Some LUNs invisible to some clients but not others?

thomasb's picture

Hello,

Has anybody here seen that some LUNs are visible to some Mac Pro clients, but not others on the same Qlogic 5600 switch? There is no zoning enabled.

We have checked the port properties and tried switching between different physical ports, but whatever I do, a group of LUNs, 8 ActiveStorage LUNs (two Xsan volumes) are not visible to a new Mac Pro 10.7.5 client. The new client can see other storage LUNs available on the same FC fabric. Already existing 10.6.8 and 10.7.5 clients on the same 5600 switch can see the 8 ActiveStorage LUNs that the new 10.7.5 client can't see. We have tried reinstalling the client to 10.6.8, but that doesn't help.

I found these Qlogic kbase articles, but this issue does not seem like a random one.

Initiators are Randomly Losing LUNs After Reboot
https://support.qlogic.com/app/answers/detail/a_id/306/kw/306

Windows XP and MAC OSx Servers Do Not See LUNs
https://support.qlogic.com/app/answers/detail/a_id/368/kw/368

Apple Systems Losing Access To LUNs After Activating a Zoning Change
https://support.qlogic.com/app/answers/detail/a_id/611/kw/611

We have a pretty big FC fabric, and have been running without zoning for quite a while. Have we reached some kind of limit maybe? This would still not explain why it's the same set of 8 LUNs that are invisible/unreachable to this new client.

Are there any limits as to how many targets and initiators that can see each other in the same FC fabric? How many targets and initators can you run in a Qlogic FC fabric without zoning?

abstractrude's picture

zone it and see if your issue goes away. you 100% should always zone.

-Trevor Carlson
THUMBWAR

thomasb's picture

Thanks, yeah I struggle to find any other logical reason to these strange visibility issues. I was just wondering if anybody has seen similar issues.

I'm surprised it has worked fine with 17 switches, 108 LUNs, 100 clients and 7 MDCs for so long. The issues didn't start before switch 17 was added to the fabric (yes, ImplicitHZ is set to false on all switches). There is a mix of 5800 and 5600 switches.

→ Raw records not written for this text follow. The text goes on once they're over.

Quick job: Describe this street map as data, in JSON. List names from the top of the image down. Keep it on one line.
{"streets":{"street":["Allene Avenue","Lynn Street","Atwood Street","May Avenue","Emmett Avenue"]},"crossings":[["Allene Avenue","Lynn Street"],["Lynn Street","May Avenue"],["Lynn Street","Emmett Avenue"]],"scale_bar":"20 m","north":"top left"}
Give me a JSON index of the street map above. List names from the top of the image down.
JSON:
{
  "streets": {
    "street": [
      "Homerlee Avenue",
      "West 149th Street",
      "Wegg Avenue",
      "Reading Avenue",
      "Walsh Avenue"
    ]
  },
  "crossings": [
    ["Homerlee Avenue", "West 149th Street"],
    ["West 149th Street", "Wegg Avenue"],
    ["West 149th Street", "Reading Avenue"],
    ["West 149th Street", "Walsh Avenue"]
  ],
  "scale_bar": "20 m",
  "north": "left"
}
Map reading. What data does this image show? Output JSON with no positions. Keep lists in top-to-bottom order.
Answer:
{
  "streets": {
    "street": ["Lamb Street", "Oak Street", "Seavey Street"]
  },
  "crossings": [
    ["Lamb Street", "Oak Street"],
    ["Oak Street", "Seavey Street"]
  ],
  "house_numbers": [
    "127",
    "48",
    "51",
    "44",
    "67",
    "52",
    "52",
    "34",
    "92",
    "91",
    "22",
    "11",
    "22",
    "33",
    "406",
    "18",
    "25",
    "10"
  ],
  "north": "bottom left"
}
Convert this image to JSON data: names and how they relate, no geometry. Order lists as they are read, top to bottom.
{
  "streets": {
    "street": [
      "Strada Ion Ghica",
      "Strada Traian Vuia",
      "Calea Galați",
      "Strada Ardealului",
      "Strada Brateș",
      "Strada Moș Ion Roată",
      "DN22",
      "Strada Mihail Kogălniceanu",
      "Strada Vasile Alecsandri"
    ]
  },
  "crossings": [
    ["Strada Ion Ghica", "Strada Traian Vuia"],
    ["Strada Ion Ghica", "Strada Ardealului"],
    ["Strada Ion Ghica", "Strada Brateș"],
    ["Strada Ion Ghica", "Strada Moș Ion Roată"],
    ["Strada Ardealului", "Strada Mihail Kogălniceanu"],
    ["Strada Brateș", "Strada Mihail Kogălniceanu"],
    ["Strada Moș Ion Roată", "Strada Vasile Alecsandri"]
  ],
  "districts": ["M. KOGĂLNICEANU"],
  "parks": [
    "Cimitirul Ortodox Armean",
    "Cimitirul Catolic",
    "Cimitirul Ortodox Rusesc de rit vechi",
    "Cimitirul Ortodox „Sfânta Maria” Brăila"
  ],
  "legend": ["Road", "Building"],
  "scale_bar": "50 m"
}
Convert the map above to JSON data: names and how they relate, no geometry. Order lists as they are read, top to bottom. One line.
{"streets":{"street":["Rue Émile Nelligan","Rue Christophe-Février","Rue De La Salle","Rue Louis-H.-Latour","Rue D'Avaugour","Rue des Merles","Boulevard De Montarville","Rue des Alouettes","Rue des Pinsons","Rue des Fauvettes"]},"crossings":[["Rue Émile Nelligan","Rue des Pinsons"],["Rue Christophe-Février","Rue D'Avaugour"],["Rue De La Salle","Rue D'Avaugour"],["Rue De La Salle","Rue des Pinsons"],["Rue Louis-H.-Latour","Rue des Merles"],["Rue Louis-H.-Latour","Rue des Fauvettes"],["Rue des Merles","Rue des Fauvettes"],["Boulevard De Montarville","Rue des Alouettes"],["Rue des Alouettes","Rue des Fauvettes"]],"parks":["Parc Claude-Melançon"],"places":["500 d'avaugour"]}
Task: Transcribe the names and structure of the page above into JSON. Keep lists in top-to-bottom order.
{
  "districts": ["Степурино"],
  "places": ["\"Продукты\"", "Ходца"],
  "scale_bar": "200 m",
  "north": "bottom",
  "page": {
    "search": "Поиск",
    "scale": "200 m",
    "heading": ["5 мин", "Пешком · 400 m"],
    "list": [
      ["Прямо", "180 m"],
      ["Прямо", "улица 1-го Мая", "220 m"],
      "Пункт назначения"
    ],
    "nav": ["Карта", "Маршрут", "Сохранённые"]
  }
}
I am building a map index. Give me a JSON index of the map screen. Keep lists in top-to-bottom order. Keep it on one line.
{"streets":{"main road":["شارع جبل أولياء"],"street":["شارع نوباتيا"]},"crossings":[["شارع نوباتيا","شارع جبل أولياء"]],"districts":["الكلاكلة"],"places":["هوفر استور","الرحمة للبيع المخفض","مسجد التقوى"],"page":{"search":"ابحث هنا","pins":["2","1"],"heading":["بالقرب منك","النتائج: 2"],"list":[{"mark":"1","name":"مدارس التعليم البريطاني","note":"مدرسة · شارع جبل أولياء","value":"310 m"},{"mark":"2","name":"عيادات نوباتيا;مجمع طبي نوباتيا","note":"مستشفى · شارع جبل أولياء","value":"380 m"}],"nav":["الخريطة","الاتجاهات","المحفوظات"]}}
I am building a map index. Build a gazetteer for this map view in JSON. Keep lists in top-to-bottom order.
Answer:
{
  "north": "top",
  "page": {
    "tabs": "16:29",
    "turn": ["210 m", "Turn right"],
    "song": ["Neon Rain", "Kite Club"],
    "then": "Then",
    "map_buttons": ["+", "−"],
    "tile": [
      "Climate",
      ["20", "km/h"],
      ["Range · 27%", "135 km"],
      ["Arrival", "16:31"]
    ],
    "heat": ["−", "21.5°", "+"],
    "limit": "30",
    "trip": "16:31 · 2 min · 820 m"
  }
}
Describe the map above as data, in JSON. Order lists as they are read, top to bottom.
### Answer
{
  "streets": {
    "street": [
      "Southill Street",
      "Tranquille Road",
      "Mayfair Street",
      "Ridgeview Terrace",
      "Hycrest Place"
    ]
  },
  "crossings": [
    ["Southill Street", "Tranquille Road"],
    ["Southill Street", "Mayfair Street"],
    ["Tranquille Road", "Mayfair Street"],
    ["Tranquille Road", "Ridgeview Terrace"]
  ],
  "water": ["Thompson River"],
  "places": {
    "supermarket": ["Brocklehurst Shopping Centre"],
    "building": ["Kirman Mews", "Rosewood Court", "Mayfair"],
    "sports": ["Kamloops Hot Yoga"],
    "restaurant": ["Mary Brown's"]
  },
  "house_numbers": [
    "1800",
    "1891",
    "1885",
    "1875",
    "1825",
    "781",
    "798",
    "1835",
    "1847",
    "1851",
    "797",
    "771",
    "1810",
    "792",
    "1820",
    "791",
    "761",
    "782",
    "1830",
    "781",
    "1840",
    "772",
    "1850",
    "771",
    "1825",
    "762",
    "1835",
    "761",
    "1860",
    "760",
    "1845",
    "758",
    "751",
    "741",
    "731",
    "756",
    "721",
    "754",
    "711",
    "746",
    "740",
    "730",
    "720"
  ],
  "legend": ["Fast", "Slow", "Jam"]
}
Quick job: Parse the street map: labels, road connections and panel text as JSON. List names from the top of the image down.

Zoning will be implemented in June. I will for sure post back here with the results.

abstractrude's picture

every host should be its own zone (soft zone in qlogic world).

-Trevor Carlson
THUMBWAR

thomasb's picture

We found the issue. We had a faulty 5800 switch. When we tried to shut everything down and then turning it on again, one of the 5800 switches would not boot properly. Once we replaced the 5800 switch, everything worked fine again, and all LUNs were visible across all 19 switches.

There were no signs in the logs of the faulty switch, which made it quite hard to find the error without doing a complete shutdown.

abstractrude's picture

Did you ever zone? hope so. good troubleshooting though.

-Trevor Carlson
THUMBWAR

thomasb's picture

We implemented zoning like this for our big Xsan MultiSAN environment (7 MDCs, 108 LUNs, 15 volumes, 100 clients).

1 zone per switch for initators (excluding storage ports)
1 alias for all storage ports
Storage alias is a member of every switch zone

We were going to implement Single Initator Zoning, but with 224 zones with the storage alias as a member of each zone, we exceeded the amount of members allowed, which is 10 000.

Any comments, thoughts or advice?

Everything seems to be running fine after we managed to find and replace the faulty 5800 switch.

We have done some tests in our Xsan lab environment, doing zoning changes in a live environment (changing zones and adding/removing ports from storage alias), and it seems like everything runs fine without traffic disruption when editing, saving and re-activating a zone set. The only thing we see on the client side, is that they get a "rescan" message if new storage ports are added to the alias. I did playback of video from the storage during the zoning changes, and there were no dropped frames or other visible traffic disruption.

Example of log messages on the Mac client when ports are added to the storage alias, which is a member again of each zone:
27.06.13 18:32:34,000 kernel[0]: FusionMPT: Notification = 6 (Rescan) for SCSI Domain = 0
27.06.13 18:32:34,000 kernel[0]: FusionMPT: Notification = 6 (Rescan) for SCSI Domain = 1

thomasb's picture

Hi,

Just wanted to update this thread, and tell you that we ended up disabling the zoning again because of issues with replicating zoning changes accross all 19 switches.

Also, the faulty switch that caused the LUN visibility issues had to be repaired because of an uncommon problem with the DDR Memory (not a user problem).

We have also found that there is a CLI shutdown command, that I would highly recommend using instead of just cutting the power, when you need to turn off a switch. Even Qlogic support say they rarely use the shutdown command, but after having three 5800 switches fail in less then a year, we have become quite cautious about it.